=== Task directions ===
Nothing but the entries, copied exactly, should appear in the response.

(Stored data entries)

________________________________________

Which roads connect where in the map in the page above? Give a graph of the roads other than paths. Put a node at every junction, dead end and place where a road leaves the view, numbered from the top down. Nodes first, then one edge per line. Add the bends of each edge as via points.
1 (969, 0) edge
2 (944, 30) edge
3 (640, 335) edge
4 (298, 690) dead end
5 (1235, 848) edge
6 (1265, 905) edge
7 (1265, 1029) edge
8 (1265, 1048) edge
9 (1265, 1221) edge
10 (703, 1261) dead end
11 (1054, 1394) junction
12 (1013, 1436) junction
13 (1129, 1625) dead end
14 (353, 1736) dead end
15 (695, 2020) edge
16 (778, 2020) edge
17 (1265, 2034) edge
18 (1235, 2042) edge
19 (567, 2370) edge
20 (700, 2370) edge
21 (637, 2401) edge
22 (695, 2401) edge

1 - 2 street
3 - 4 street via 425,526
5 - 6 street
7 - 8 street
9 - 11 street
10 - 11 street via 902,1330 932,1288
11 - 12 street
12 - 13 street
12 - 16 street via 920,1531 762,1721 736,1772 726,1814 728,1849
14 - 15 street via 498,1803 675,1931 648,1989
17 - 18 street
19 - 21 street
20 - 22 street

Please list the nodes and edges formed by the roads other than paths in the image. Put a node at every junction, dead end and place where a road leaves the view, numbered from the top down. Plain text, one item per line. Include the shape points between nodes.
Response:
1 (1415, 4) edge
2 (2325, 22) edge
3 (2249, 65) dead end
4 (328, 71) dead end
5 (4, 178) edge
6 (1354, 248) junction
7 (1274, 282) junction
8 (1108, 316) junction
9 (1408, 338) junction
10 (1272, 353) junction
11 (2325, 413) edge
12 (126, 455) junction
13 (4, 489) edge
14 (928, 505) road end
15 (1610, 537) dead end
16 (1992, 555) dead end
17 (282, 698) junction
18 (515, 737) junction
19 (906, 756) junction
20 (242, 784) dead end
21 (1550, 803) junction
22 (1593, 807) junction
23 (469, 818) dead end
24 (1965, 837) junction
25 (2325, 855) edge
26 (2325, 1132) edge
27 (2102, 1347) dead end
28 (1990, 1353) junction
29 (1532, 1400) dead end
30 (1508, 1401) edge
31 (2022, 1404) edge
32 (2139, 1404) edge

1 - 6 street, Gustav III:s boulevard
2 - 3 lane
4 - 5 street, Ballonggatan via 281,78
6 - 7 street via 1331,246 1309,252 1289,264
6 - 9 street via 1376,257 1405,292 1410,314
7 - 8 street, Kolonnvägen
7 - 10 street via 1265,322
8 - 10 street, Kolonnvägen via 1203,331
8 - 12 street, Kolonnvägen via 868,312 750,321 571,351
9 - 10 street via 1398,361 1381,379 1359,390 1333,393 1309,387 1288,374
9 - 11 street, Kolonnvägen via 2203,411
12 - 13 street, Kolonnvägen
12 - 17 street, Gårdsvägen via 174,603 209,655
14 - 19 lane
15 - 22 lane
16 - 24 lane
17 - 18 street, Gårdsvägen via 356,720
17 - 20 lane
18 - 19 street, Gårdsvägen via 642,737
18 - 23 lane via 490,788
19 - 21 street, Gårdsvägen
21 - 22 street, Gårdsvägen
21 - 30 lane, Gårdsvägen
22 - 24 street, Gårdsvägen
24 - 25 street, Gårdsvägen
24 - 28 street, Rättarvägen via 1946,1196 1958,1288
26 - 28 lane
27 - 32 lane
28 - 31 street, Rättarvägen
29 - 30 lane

________________________________________

=== Exercise response ===
Which roads connect where in the map in the page above? Give a graph of the roads other than paths. Put a node at every junction, dead end and place where a road leaves the view, numbered from the top down. Nodes first, then one edge per line. Add the bends of each edge as via points.
1 (969, 0) edge
2 (944, 30) edge
3 (640, 335) edge
4 (298, 690) dead end
5 (1235, 848) edge
6 (1265, 905) edge
7 (1265, 1029) edge
8 (1265, 1048) edge
9 (1265, 1221) edge
10 (703, 1261) dead end
11 (1054, 1394) junction
12 (1013, 1436) junction
13 (1129, 1625) dead end
14 (353, 1736) dead end
15 (695, 2020) edge
16 (778, 2020) edge
17 (1265, 2034) edge
18 (1235, 2042) edge
19 (567, 2370) edge
20 (700, 2370) edge
21 (637, 2401) edge
22 (695, 2401) edge

1 - 2 street
3 - 4 street via 425,526
5 - 6 street
7 - 8 street
9 - 11 street
10 - 11 street via 902,1330 932,1288
11 - 12 street
12 - 13 street
12 - 16 street via 920,1531 762,1721 736,1772 726,1814 728,1849
14 - 15 street via 498,1803 675,1931 648,1989
17 - 18 street
19 - 21 street
20 - 22 street

Please list the nodes and edges formed by the roads other than paths in the image. Put a node at every junction, dead end and place where a road leaves the view, numbered from the top down. Plain text, one item per line. Include the shape points between nodes.
Response:
1 (1415, 4) edge
2 (2325, 22) edge
3 (2249, 65) dead end
4 (328, 71) dead end
5 (4, 178) edge
6 (1354, 248) junction
7 (1274, 282) junction
8 (1108, 316) junction
9 (1408, 338) junction
10 (1272, 353) junction
11 (2325, 413) edge
12 (126, 455) junction
13 (4, 489) edge
14 (928, 505) road end
15 (1610, 537) dead end
16 (1992, 555) dead end
17 (282, 698) junction
18 (515, 737) junction
19 (906, 756) junction
20 (242, 784) dead end
21 (1550, 803) junction
22 (1593, 807) junction
23 (469, 818) dead end
24 (1965, 837) junction
25 (2325, 855) edge
26 (2325, 1132) edge
27 (2102, 1347) dead end
28 (1990, 1353) junction
29 (1532, 1400) dead end
30 (1508, 1401) edge
31 (2022, 1404) edge
32 (2139, 1404) edge

1 - 6 street, Gustav III:s boulevard
2 - 3 lane
4 - 5 street, Ballonggatan via 281,78
6 - 7 street via 1331,246 1309,252 1289,264
6 - 9 street via 1376,257 1405,292 1410,314
7 - 8 street, Kolonnvägen
7 - 10 street via 1265,322
8 - 10 street, Kolonnvägen via 1203,331
8 - 12 street, Kolonnvägen via 868,312 750,321 571,351
9 - 10 street via 1398,361 1381,379 1359,390 1333,393 1309,387 1288,374
9 - 11 street, Kolonnvägen via 2203,411
12 - 13 street, Kolonnvägen
12 - 17 street, Gårdsvägen via 174,603 209,655
14 - 19 lane
15 - 22 lane
16 - 24 lane
17 - 18 street, Gårdsvägen via 356,720
17 - 20 lane
18 - 19 street, Gårdsvägen via 642,737
18 - 23 lane via 490,788
19 - 21 street, Gårdsvägen
21 - 22 street, Gårdsvägen
21 - 30 lane, Gårdsvägen
22 - 24 street, Gårdsvägen
24 - 25 street, Gårdsvägen
24 - 28 street, Rättarvägen via 1946,1196 1958,1288
26 - 28 lane
27 - 32 lane
28 - 31 street, Rättarvägen
29 - 30 lane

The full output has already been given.